Operating revenue for the quarter ending May 31, 2009 was $951,831, or 26% higher than the corresponding quarter in fiscal 2008 and 34% lower than the second quarter of fiscal 2009. Rental revenue from Septic’s fleet of portable wastewater treatment provided approximately 74% of total revenue. The revenue increase was a result of the sale of a Seair portable wastewater treatment plant in the quarter.

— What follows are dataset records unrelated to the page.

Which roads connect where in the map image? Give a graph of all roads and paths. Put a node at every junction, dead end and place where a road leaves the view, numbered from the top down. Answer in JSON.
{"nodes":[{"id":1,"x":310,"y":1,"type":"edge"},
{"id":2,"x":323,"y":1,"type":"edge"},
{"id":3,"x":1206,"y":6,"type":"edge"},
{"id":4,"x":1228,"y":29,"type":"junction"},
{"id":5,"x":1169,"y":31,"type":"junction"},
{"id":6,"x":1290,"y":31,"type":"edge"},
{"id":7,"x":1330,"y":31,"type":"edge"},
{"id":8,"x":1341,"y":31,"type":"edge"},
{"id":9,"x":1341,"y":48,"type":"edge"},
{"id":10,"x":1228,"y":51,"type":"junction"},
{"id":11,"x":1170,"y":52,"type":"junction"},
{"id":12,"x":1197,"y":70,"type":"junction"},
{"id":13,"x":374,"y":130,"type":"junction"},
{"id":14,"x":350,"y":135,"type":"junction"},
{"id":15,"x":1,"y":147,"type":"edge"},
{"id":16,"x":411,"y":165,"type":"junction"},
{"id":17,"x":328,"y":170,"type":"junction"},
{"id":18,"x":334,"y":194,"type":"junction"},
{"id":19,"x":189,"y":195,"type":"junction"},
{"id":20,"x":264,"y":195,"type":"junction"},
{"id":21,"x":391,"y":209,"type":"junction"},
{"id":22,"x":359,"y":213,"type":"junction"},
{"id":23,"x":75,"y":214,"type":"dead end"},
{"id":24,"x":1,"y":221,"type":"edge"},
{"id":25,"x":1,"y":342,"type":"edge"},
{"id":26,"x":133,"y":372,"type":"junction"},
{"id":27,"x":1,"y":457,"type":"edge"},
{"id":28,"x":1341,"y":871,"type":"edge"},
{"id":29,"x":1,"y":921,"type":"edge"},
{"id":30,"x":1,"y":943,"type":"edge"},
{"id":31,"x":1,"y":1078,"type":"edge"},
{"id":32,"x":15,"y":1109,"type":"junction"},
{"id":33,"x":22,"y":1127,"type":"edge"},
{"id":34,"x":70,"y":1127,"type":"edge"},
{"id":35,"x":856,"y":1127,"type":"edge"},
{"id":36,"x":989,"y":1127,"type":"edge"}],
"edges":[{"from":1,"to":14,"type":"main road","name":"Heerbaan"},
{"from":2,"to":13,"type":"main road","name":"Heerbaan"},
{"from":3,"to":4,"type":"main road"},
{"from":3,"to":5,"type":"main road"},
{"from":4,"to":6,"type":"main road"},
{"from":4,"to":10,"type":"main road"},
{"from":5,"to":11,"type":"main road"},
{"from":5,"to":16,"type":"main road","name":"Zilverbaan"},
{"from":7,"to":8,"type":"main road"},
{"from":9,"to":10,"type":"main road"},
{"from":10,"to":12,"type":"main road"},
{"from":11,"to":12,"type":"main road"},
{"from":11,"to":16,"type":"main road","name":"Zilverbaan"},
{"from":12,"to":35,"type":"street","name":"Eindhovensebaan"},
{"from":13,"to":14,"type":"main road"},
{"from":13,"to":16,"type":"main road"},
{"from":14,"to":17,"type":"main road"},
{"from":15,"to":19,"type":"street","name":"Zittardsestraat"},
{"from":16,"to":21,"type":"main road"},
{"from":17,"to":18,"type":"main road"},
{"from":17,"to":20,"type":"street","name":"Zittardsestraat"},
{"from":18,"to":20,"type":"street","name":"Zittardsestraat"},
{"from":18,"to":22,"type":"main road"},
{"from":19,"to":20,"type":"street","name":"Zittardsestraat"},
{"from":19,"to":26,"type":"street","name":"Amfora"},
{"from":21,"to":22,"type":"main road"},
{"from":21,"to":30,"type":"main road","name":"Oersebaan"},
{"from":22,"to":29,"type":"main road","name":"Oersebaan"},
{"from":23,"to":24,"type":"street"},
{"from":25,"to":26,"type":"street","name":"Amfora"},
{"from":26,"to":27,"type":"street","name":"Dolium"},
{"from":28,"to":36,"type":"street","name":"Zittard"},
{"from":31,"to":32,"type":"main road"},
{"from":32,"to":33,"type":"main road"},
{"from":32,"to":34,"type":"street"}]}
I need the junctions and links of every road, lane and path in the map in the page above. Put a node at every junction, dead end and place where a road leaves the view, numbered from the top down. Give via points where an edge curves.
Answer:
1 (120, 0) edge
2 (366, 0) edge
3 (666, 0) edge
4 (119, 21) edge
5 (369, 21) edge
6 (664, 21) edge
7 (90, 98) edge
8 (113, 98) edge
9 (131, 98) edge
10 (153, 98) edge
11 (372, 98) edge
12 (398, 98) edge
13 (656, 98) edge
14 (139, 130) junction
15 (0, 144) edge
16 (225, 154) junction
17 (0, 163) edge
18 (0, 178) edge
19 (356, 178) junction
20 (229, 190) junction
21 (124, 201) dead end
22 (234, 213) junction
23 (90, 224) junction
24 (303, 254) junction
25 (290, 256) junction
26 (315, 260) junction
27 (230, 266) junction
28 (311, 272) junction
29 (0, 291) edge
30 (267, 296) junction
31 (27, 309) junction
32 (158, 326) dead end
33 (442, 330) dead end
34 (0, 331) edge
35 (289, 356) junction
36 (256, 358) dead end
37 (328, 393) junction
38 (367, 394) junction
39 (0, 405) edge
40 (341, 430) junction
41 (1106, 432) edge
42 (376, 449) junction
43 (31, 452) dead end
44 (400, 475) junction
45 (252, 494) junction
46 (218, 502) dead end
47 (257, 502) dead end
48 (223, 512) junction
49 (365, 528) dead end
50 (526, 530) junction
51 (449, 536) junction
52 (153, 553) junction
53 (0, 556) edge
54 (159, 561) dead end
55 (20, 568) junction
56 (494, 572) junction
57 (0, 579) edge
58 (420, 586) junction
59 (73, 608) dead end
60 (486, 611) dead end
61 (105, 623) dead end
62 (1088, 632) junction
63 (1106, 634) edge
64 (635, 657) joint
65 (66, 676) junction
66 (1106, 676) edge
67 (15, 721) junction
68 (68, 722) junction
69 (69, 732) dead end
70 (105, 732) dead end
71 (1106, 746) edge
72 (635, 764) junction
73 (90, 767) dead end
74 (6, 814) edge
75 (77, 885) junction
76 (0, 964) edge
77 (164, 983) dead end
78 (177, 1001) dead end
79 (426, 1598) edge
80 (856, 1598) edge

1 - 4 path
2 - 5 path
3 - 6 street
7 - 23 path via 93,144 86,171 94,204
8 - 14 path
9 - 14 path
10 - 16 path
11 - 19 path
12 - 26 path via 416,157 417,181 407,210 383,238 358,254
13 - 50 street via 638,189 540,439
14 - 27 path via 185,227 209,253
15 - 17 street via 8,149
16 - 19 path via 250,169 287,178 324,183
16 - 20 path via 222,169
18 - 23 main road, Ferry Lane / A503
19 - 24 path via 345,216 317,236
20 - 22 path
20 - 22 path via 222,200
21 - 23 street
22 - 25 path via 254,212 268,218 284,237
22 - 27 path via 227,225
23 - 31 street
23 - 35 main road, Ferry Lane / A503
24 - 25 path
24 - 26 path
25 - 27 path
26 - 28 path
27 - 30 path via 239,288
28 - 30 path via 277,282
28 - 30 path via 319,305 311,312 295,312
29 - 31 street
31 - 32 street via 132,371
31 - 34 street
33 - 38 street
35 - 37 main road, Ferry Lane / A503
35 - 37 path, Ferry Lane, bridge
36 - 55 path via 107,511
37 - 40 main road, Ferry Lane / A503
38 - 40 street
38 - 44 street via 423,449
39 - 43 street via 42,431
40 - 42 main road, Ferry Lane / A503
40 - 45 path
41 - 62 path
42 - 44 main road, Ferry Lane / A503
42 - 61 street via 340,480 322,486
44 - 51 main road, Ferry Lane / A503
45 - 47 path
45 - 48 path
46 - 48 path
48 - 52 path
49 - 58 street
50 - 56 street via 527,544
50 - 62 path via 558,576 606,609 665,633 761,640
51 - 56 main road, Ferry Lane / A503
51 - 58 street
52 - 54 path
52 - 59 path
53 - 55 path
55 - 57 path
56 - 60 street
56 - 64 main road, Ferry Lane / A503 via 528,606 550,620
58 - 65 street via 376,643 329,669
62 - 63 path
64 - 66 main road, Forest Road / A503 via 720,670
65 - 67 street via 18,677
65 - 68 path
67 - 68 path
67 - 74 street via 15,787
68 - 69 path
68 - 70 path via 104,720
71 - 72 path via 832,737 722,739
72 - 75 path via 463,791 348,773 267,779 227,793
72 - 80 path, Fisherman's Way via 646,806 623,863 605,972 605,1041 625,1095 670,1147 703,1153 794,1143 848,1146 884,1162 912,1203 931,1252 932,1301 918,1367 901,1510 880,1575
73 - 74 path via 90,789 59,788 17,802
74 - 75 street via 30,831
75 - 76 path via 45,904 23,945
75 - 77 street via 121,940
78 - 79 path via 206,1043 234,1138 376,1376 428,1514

Septic has traditionally been limited to a rental model in the western Canadian market. Although the Septic treatment plants are fully automated there is still an essential service element, including frequent testing of output to ensure ongoing compliance with discharge standards. Optimizing the service zone is a function of fleet size, geographic proximity and the frequency of required visits. To date operating the rental fleet outside of western Canada has not been practical. Accordingly, selling portable wastewater treatment plants for use outside of western Canada is complimentary to Septic’s rental revenue model and, to that end, a decision was made to respond to requests for outright purchase. The first such third party sale closed in April 2009 with the treatment plant being sold to a customer in the United States.
Fleet rental revenue declined by approximately 9% on a year-over-year basis. The dramatic economic downturn that started in fall 2008 continued into 2009 and led to the deferral and/or reduction in oilfield activity. Reduced activity led to fewer active camps which, in turn, reduced the overall market size in the quarter for Septic’s portable wastewater treatment units. Sequentially the third quarter revenue was $492,803, or 34%, lower than the prior quarter. The Company’s second quarter is traditionally the peak for Septic’s portable wastewater treatment business and this revenue drop-off in the third quarter is normal. Spring break-up and the related road bans disrupt oil and gas drilling which in turn reduces demand for on-site wastewater treatment.
Gross profit for the quarter ending May 31, 2009 was $698,062 (73% of revenue) compared to $678,750 (87% of revenue) in the quarter ending May 31, 2008 and $953,053 for the quarter ending February 28, 2009 (66% of revenue). The most recent quarter includes gross profit on the sale of a portable wastewater treatment plant to a customer in the United States. The gross profit percentage on this sale was lower than gross margin rates on the rental business which resulted in the year-over-year decline in the overall gross margin percentage. Sequential gross margin percentage increased from 66% to 73% even after factoring in the impact of the unit sale. This is because Septic reduced its direct labour headcount in the third quarter in response to low activity levels.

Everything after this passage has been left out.